Edward Cole (Nicholson) is a wealthy hospital owner who starts coughing up blood one day and discovers he has cancer.  Due to his own rule about “two beds in a room, no exceptions,” he has an initially unwanted roommate, Carter Chambers (Freeman), also diagnosed with the deadly disease.  Cole has had a roller-coaster life of wealth and wives, while Chambers is a woulda-coulda-shoulda-been who got saddled with marriage and kids at an early age and had to be an auto mechanic his whole life.  His marriage to Virginia (Beverly Todd) at this point has entered a bit of a rough spot.
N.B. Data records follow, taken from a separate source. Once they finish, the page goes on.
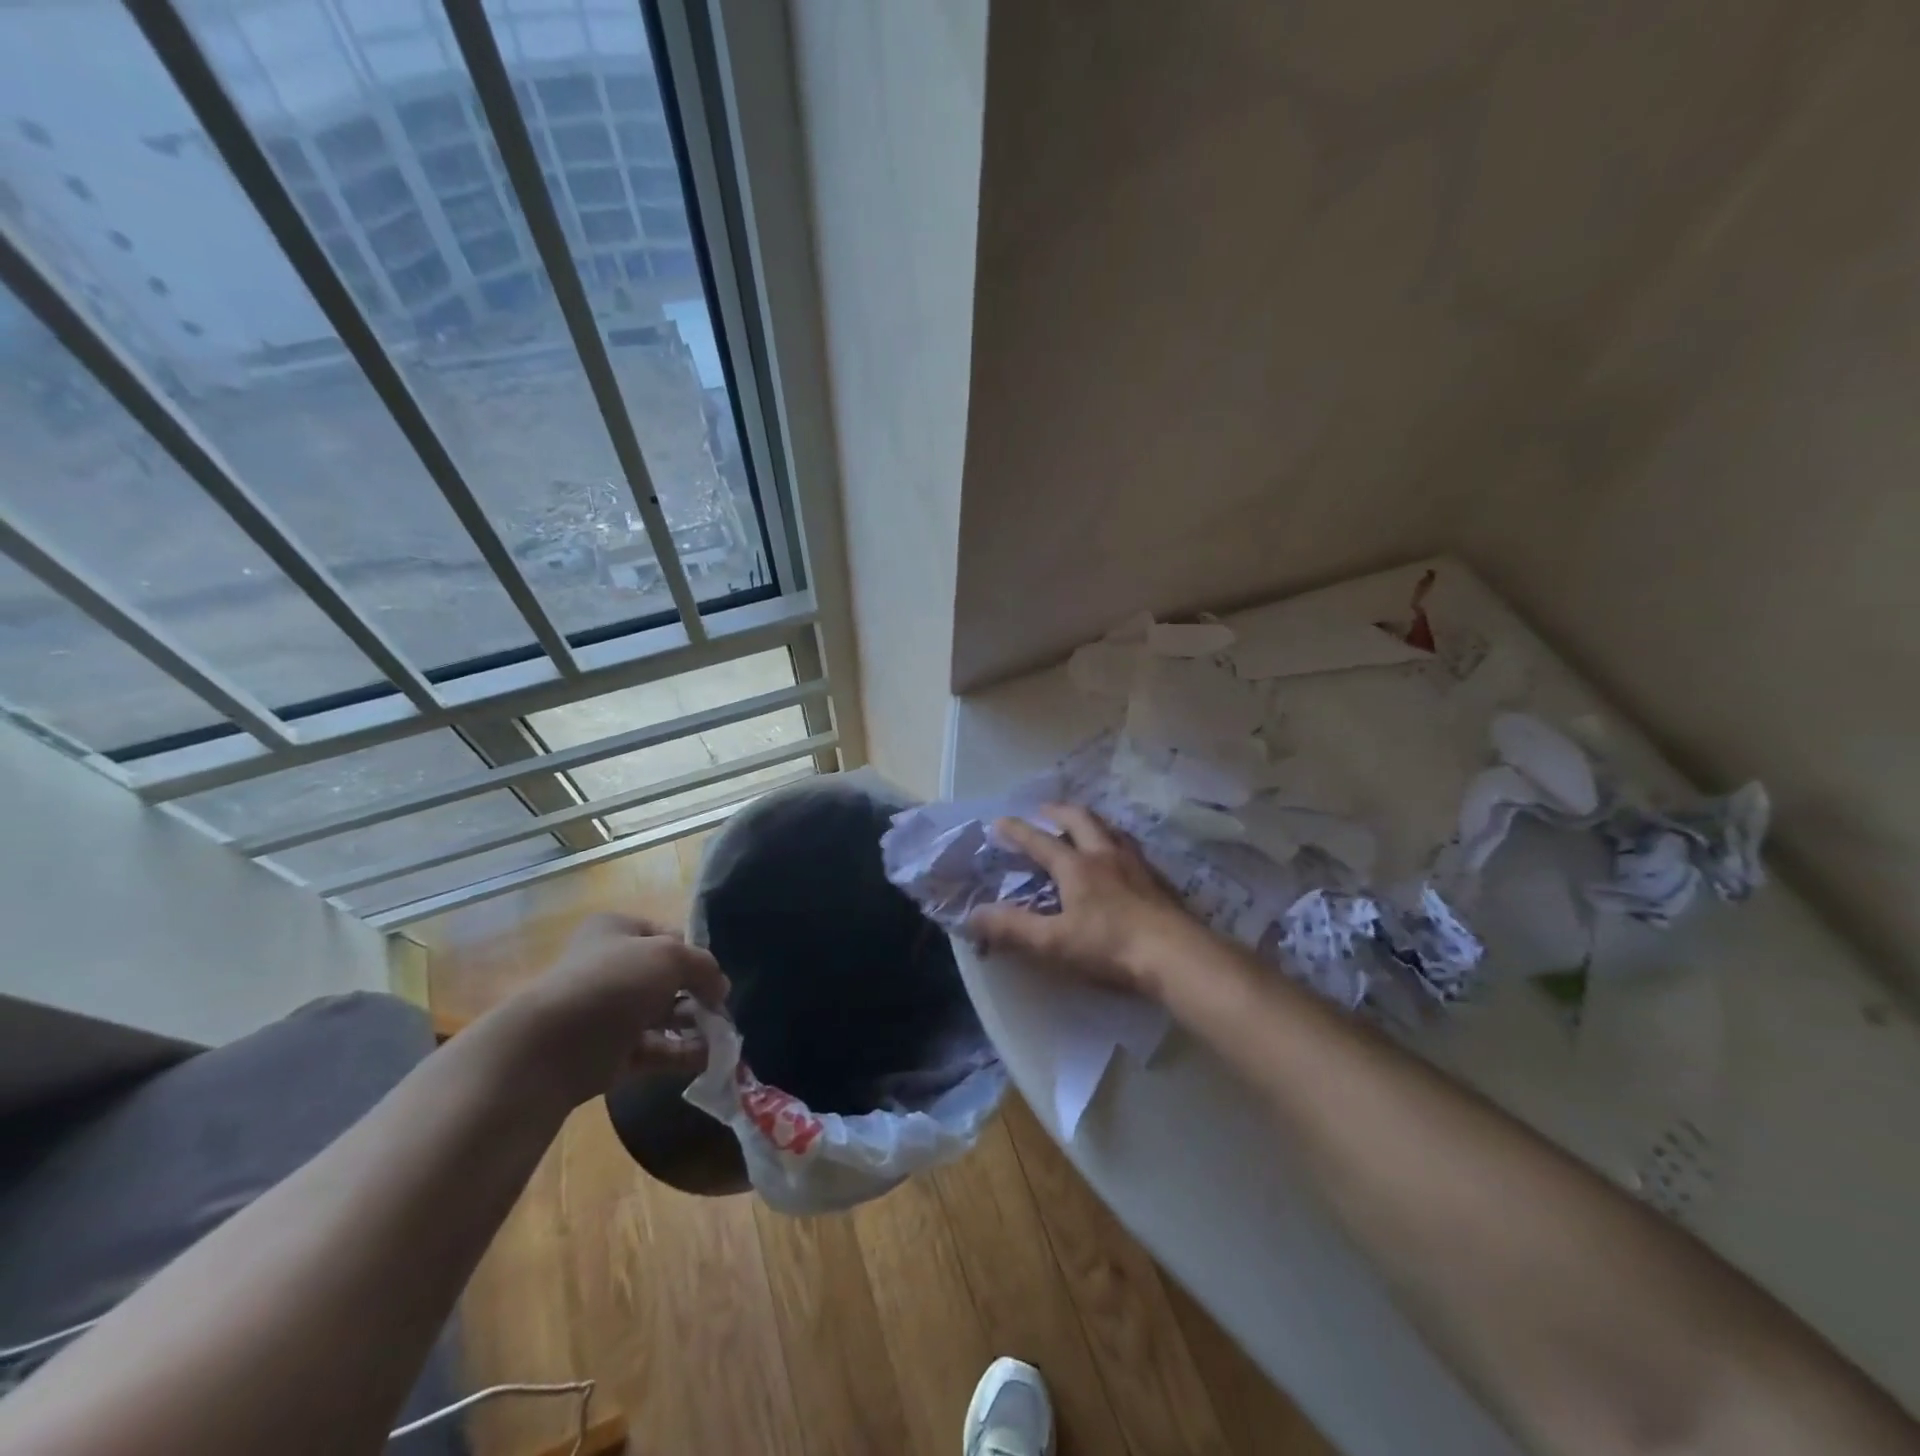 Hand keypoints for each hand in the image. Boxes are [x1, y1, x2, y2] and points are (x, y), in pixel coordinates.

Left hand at [510, 912, 730, 1105]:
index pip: (669, 936)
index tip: (717, 974)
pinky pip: (657, 1049)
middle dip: (699, 992)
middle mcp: (612, 968)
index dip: (696, 953)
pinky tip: (711, 1057)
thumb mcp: (669, 956)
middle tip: (723, 1010)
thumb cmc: (612, 984)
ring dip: (696, 1024)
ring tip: (724, 1035)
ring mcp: (611, 1012)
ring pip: (664, 1015)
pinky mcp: (612, 1052)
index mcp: (617, 932)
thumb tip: (720, 989)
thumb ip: (703, 966)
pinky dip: (683, 1052)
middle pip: (668, 978)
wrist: (551, 1048)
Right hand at [968, 804, 1209, 999]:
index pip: (1040, 841)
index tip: (1000, 821)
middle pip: (1080, 820)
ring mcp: (1136, 864)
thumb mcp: (1053, 942)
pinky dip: (1117, 842)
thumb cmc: (1109, 947)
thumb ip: (1013, 928)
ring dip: (1091, 822)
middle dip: (1058, 812)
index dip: (1017, 831)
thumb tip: (974, 915)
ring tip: (1083, 825)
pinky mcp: (1158, 880)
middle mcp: (1105, 855)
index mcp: (1076, 867)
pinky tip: (1121, 858)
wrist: (1175, 955)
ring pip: (1111, 829)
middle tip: (1044, 811)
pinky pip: (1132, 848) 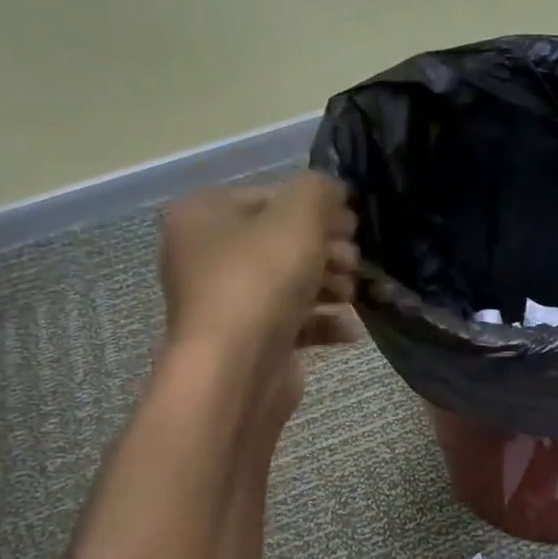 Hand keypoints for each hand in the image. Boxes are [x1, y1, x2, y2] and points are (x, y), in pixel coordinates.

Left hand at [158, 175, 359, 421]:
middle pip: (282, 241)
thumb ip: (319, 190)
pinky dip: (323, 323)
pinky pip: (292, 322)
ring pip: (290, 283)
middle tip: (354, 261)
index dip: (317, 206)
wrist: (237, 368)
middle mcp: (207, 255)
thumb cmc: (261, 279)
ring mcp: (227, 302)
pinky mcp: (249, 341)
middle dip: (328, 250)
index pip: (270, 196)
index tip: (352, 224)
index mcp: (204, 215)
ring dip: (331, 286)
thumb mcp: (297, 216)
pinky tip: (349, 329)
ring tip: (352, 295)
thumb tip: (333, 190) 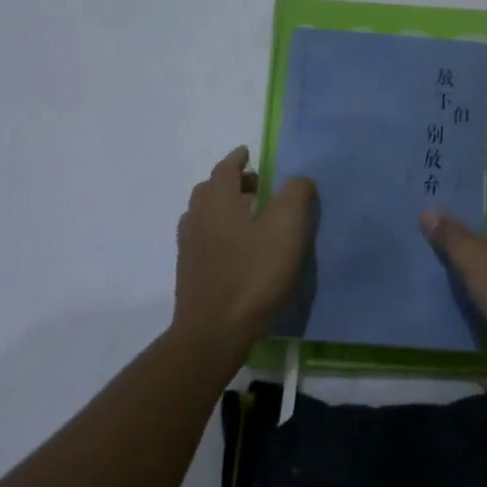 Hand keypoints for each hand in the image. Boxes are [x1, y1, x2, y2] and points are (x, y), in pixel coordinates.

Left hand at [173, 146, 315, 359]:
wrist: (214, 332)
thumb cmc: (253, 275)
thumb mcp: (287, 229)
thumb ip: (296, 195)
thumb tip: (297, 180)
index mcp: (219, 200)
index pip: (225, 168)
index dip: (237, 158)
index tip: (248, 154)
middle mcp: (197, 217)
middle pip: (210, 189)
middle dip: (231, 182)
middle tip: (256, 186)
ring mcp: (188, 246)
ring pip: (203, 214)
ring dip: (223, 207)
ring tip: (248, 217)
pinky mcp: (188, 272)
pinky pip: (202, 238)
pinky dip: (217, 231)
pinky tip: (235, 249) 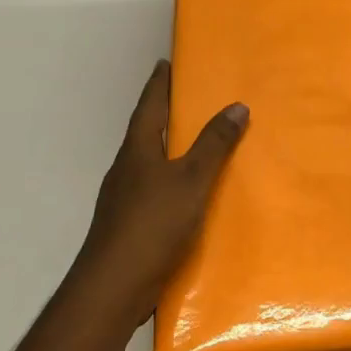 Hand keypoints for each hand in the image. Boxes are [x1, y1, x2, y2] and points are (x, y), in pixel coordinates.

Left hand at [69, 60, 247, 327]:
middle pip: (146, 131)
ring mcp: (123, 198)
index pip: (149, 105)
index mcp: (138, 150)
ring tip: (195, 142)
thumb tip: (237, 105)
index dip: (159, 83)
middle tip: (189, 98)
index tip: (165, 62)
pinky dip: (170, 180)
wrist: (113, 287)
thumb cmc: (152, 224)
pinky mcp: (128, 225)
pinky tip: (187, 194)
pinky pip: (153, 190)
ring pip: (148, 162)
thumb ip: (214, 145)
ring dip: (168, 148)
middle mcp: (126, 168)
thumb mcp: (192, 180)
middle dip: (164, 113) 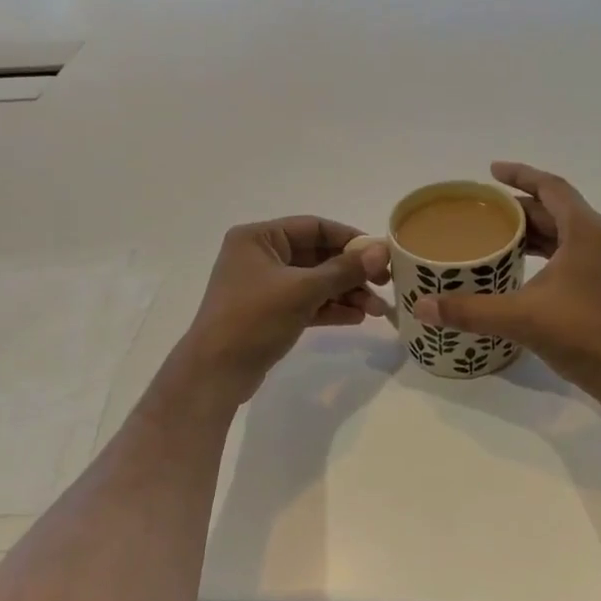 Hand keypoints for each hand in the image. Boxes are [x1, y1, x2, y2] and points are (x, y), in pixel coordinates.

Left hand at [177, 216, 391, 399]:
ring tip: (376, 310)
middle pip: (317, 255)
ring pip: (315, 282)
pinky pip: (307, 302)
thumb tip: (382, 251)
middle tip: (385, 284)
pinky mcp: (270, 313)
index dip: (349, 238)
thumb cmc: (253, 319)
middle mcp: (260, 256)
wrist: (215, 373)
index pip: (313, 227)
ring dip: (345, 293)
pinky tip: (357, 318)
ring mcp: (265, 286)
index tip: (381, 254)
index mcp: (258, 238)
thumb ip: (343, 270)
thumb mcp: (302, 290)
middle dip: (351, 272)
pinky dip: (330, 308)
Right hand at [414, 162, 600, 405]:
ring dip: (535, 232)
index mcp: (587, 231)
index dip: (520, 175)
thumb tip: (422, 307)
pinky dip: (548, 253)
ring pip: (567, 234)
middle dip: (520, 208)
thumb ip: (470, 311)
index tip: (491, 171)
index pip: (551, 187)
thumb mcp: (522, 318)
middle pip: (557, 210)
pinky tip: (525, 271)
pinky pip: (574, 254)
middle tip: (483, 213)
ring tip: (498, 238)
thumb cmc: (586, 335) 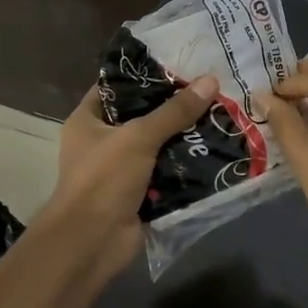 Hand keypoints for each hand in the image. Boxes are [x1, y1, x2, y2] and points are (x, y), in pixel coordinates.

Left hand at [39, 74, 218, 280]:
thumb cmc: (103, 179)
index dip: (145, 75)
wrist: (92, 242)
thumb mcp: (138, 137)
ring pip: (158, 145)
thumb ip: (174, 111)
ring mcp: (122, 170)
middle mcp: (102, 142)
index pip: (116, 87)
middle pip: (142, 116)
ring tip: (220, 114)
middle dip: (174, 107)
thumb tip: (210, 80)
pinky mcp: (140, 194)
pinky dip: (187, 165)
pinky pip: (168, 172)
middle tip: (209, 89)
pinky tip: (216, 149)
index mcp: (87, 121)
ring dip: (185, 136)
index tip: (180, 64) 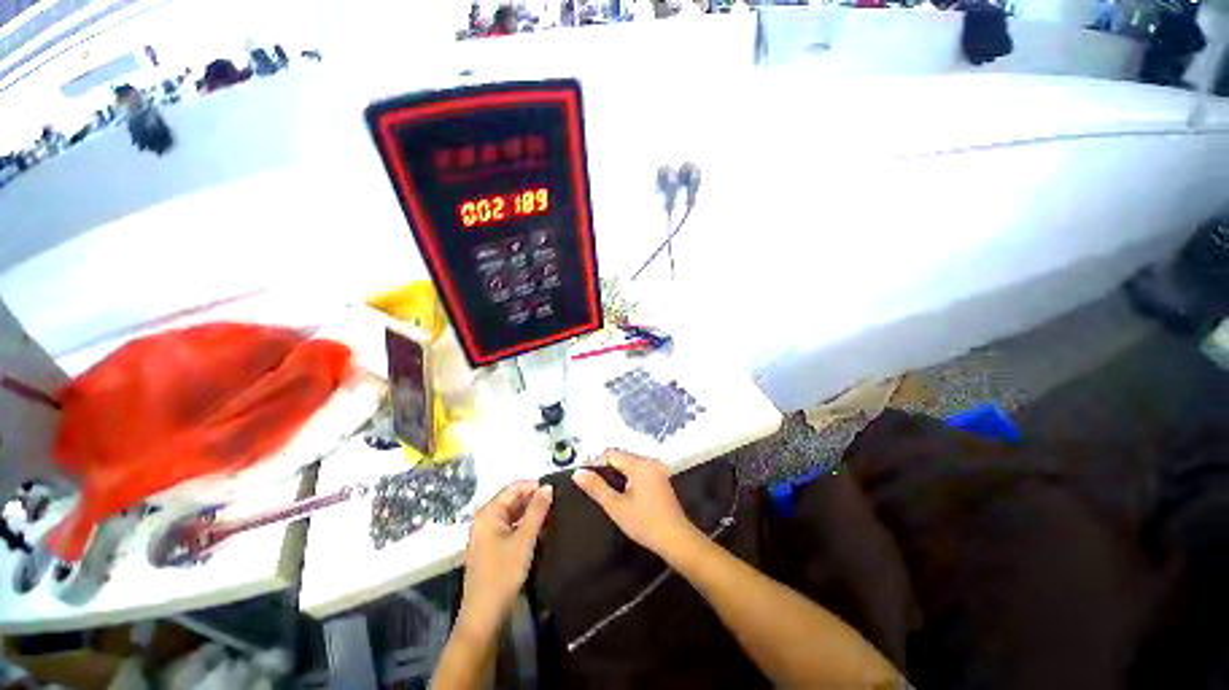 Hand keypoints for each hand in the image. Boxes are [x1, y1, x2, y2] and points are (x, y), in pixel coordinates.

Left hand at [458, 481, 553, 635]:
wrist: (484, 615)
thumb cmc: (503, 573)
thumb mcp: (524, 539)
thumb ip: (537, 510)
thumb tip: (548, 487)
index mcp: (488, 513)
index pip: (514, 487)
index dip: (534, 486)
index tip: (555, 491)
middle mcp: (485, 519)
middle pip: (512, 500)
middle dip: (533, 500)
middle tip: (556, 503)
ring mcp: (487, 534)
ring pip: (513, 514)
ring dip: (531, 514)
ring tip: (553, 516)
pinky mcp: (491, 548)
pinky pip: (510, 527)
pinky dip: (524, 527)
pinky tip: (541, 532)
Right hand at [572, 449, 697, 557]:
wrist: (676, 539)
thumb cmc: (644, 523)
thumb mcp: (616, 506)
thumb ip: (596, 487)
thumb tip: (577, 472)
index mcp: (639, 464)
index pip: (611, 453)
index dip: (597, 464)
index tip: (590, 481)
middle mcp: (649, 461)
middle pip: (621, 457)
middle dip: (609, 470)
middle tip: (600, 491)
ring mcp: (657, 469)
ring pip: (630, 464)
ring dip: (619, 475)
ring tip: (612, 495)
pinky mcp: (661, 478)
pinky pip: (640, 471)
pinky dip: (630, 479)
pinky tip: (628, 496) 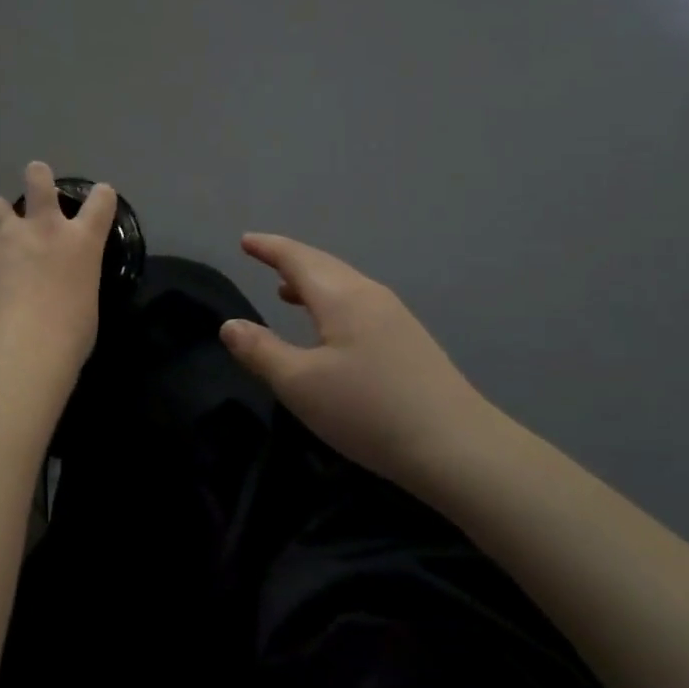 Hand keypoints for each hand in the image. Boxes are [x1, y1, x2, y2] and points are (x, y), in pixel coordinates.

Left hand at [0, 162, 116, 377]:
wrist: (23, 350)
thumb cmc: (71, 334)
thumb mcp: (86, 301)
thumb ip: (75, 281)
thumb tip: (64, 285)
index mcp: (81, 241)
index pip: (100, 202)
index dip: (101, 195)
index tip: (101, 195)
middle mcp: (44, 230)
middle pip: (39, 182)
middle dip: (37, 176)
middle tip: (35, 175)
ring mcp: (6, 241)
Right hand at [219, 233, 491, 483]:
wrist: (458, 448)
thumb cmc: (368, 411)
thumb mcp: (300, 385)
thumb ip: (261, 351)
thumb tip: (230, 324)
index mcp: (342, 297)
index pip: (298, 259)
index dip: (269, 248)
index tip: (246, 240)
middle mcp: (370, 296)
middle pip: (324, 265)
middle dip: (290, 259)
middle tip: (263, 255)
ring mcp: (395, 317)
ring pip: (344, 285)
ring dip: (312, 282)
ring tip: (286, 291)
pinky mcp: (409, 341)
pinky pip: (359, 303)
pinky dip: (332, 301)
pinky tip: (329, 328)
The cancer, as related by Dr. Hollins (Rob Morrow), will likely kill the pair within a year.  Carter starts writing a “bucket list,” where he lists the things he’d like to do before he dies, merely thinking in the hypothetical.  But Cole, who eventually warms to Carter, convinces him to actually go through with these things.  He’s got the money, so a trip around the world doing crazy things is in order.

So the two venture out and learn things about themselves and try to make things right before they die.  Helping Cole out is his assistant, Thomas (Sean Hayes), who pops up to make funnies with his boss.

At first, there’s stuff in here that I could do without.  You know, trailer-made stuff like skydiving and Morgan Freeman yelling, “I hate your rotten guts!”  And Freeman narrates, which seems to be yet another kind of pandering, the “echoes of Shawshank” ploy.  He even has a line ripped right out of Shawshank about “when he first lays eyes” on Cole.  But when they start globetrotting and getting deeper into their unresolved issues, making the movie about conversation rather than doing crazy wild stuff, the movie becomes a lot better, and no surprise, Nicholson and Freeman are up to the task.

Reiner has had a tremendous losing streak after 1995’s The American President.  And while I wouldn’t say this is a big breakthrough for him, it puts him closer back on track.